#### Input data ####
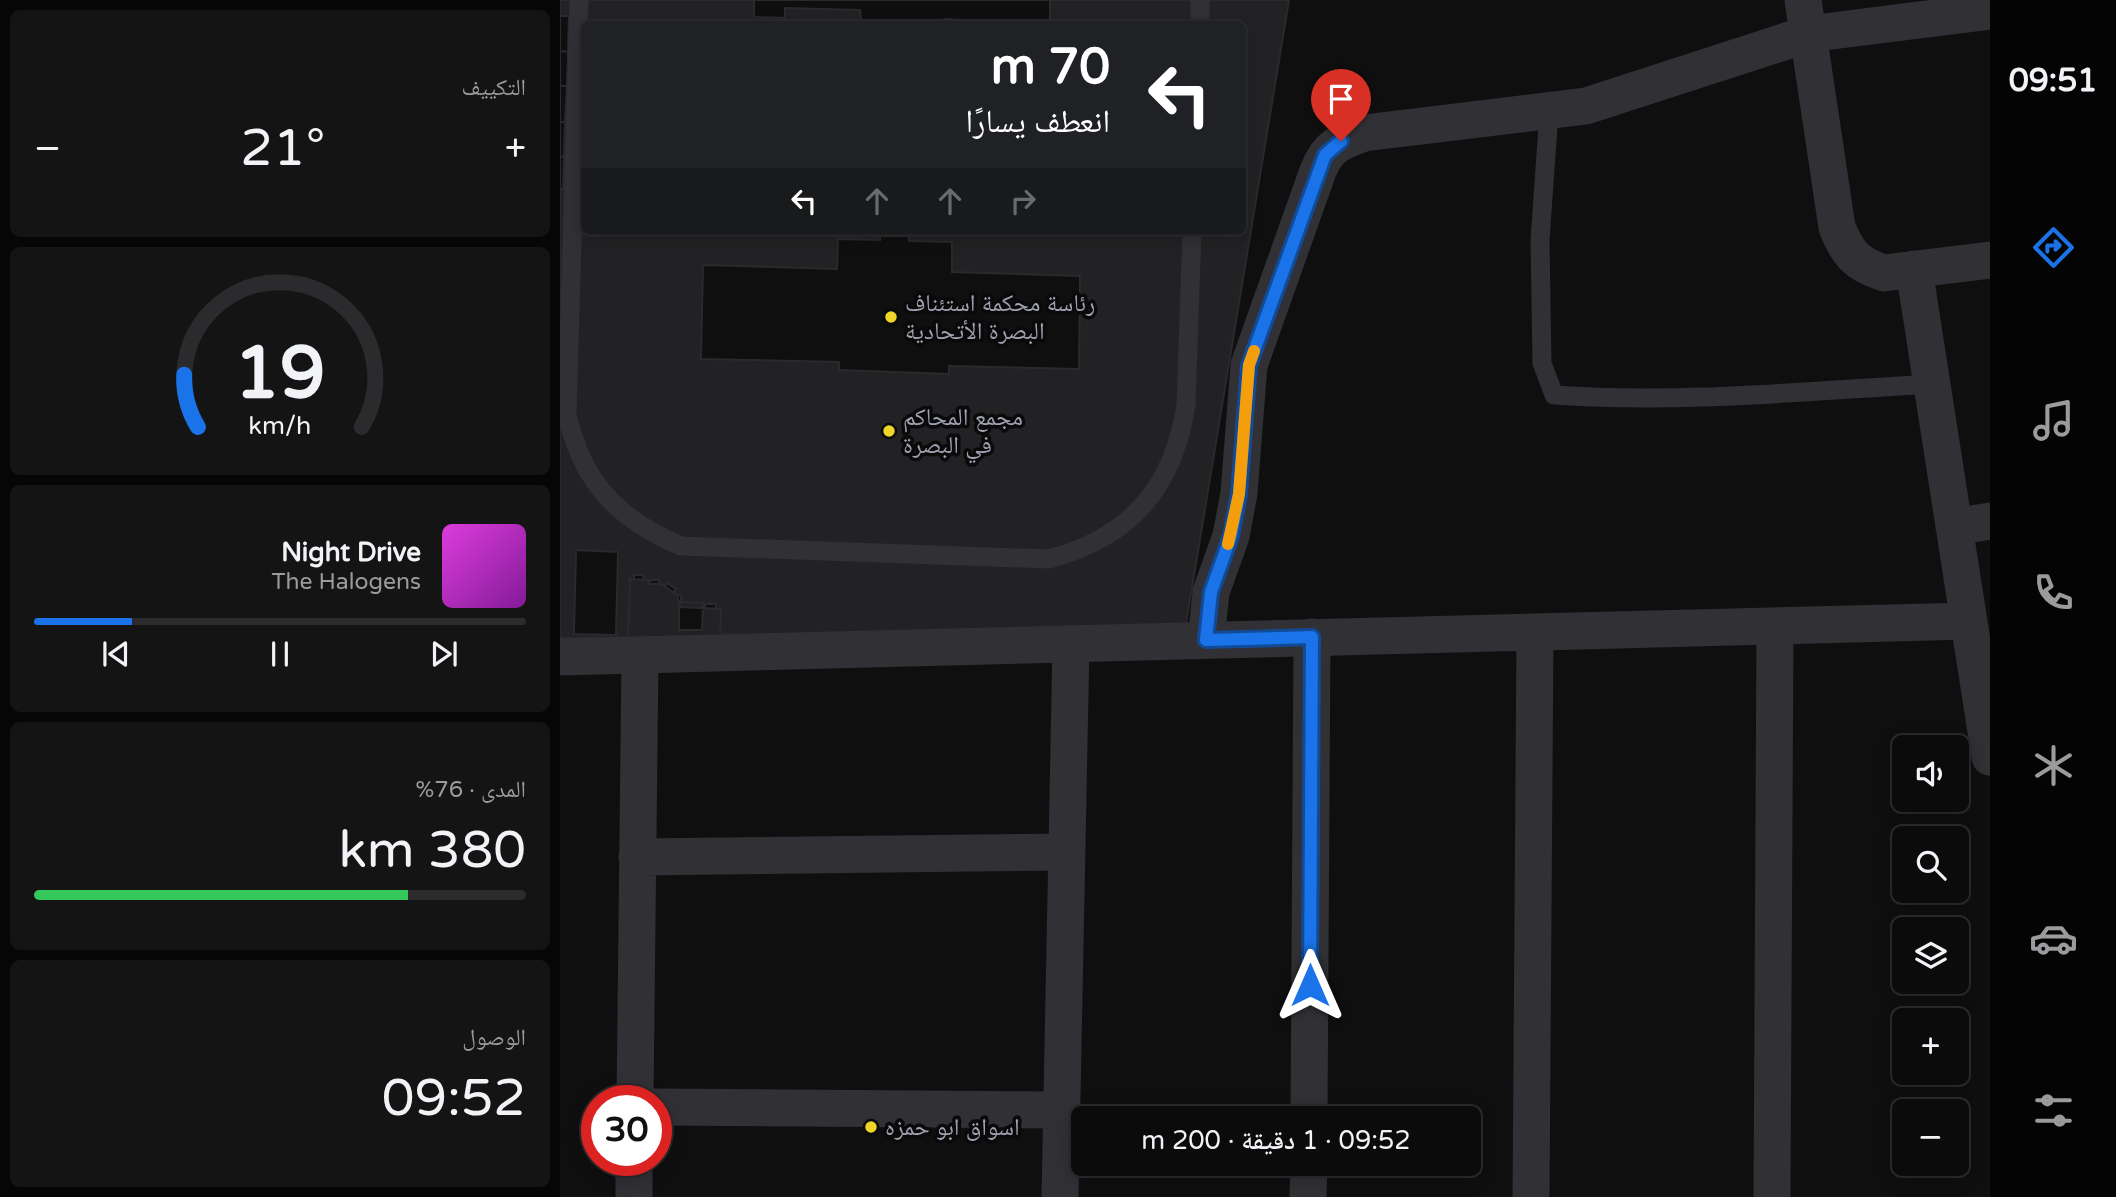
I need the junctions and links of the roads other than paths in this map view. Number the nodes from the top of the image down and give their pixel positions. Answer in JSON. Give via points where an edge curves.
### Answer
{"nodes":[{"id":1,"x":579,"y":0,"type":"edge"},
{"id":2,"x":1200,"y":0,"type":"edge"},
{"id":3,"x":1990,"y":11,"type":"edge"},
{"id":4,"x":1805,"y":17,"type":"edge"},
{"id":5,"x":1200,"y":21,"type":"edge"},
{"id":6,"x":1549,"y":112,"type":"junction"},
{"id":7,"x":1192,"y":235,"type":"edge"},
{"id":8,"x":1990,"y":260,"type":"edge"},
{"id":9,"x":1914,"y":269,"type":"junction"},
{"id":10,"x":1932,"y":384,"type":"junction"},
{"id":11,"x":1990,"y":521,"type":"edge"},
{"id":12,"x":1954,"y":527,"type":"junction"},
{"id":13,"x":1969,"y":621,"type":"junction"},
{"id":14,"x":1775,"y":626,"type":"junction"},
{"id":15,"x":1535,"y":632,"type":"junction"},
{"id":16,"x":1312,"y":637,"type":"junction"},
{"id":17,"x":1206,"y":640,"type":"junction"},
{"id":18,"x":1071,"y":644,"type":"junction"},
{"id":19,"x":640,"y":655,"type":"junction"},
{"id":20,"x":560,"y":657,"type":"edge"},
{"id":21,"x":1990,"y":757,"type":"edge"},
{"id":22,"x":1067,"y":852,"type":"junction"},
{"id":23,"x":637,"y":857,"type":"junction"},
{"id":24,"x":635,"y":1085,"type":"edge"},
{"id":25,"x":1309,"y":1106,"type":"edge"},
{"id":26,"x":672,"y":1107,"type":"edge"},
{"id":27,"x":1062,"y":1110,"type":"junction"},
{"id":28,"x":634,"y":1176,"type":"edge"},
{"id":29,"x":1308,"y":1176,"type":"edge"},
{"id":30,"x":634,"y":1197,"type":"edge"},
{"id":31,"x":1060,"y":1197,"type":"edge"},
{"id":32,"x":1308,"y":1197,"type":"edge"},
{"id":33,"x":1531,"y":1197,"type":"edge"},
{"id":34,"x":1772,"y":1197,"type":"edge"}],
"edges":[{"from":1,"to":7,"type":"lane","via":[[567,414],[579,455],[602,492],[637,525],[681,546],[1049,559],[1101,540],[1125,524],[1161,483],[1182,433]]},
{"from":2,"to":5,"type":"lane"},
{"from":3,"to":4,"type":"street"},
{"from":4,"to":6,"type":"street","via":[[1586,106]]},
{"from":4,"to":9,"type":"street","via":[[1836,227],[1853,257],[1868,268],[1884,273]]},
{"from":6,"to":10,"type":"lane","via":[[1540,240],[1542,363],[1554,395],[1609,399]]},
{"from":6,"to":17,"type":"street","via":[[1364,133],[1341,141],[1325,155],[1249,365],[1239,494],[1231,536],[1211,592]]},
{"from":8,"to":9,"type":"street"},
{"from":9,"to":10,"type":"street"},
{"from":10,"to":12,"type":"street"},
{"from":11,"to":12,"type":"street"},
{"from":12,"to":13,"type":"street"},
{"from":13,"to":14,"type":"street"},
{"from":13,"to":21,"type":"street"},
{"from":14,"to":15,"type":"street"},
{"from":14,"to":34,"type":"street"},
{"from":15,"to":16,"type":"street"},
{"from":15,"to":33,"type":"street"},
{"from":16,"to":17,"type":"street"},
{"from":16,"to":25,"type":"street"},
{"from":17,"to":18,"type":"street"},
{"from":18,"to":19,"type":"street"},
{"from":18,"to":22,"type":"street"},
{"from":19,"to":20,"type":"street"},
{"from":19,"to":23,"type":"street"},
{"from":22,"to":23,"type":"street"},
{"from":22,"to":27,"type":"street"},
{"from":23,"to":24,"type":"street"},
{"from":26,"to":27,"type":"street"},
{"from":27,"to":31,"type":"street"},
{"from":28,"to":30,"type":"street"},
{"from":29,"to":32,"type":"street"}]}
####
From the data above, show each line that contains "nodes".

Answer to this task »
I need the junctions and links of the roads other than paths in this map view. Number the nodes from the top of the image down and give their pixel positions. Answer in JSON. Give via points where an edge curves.
{"nodes":[{"id":1,"x":579,"y":0,"type":"edge"},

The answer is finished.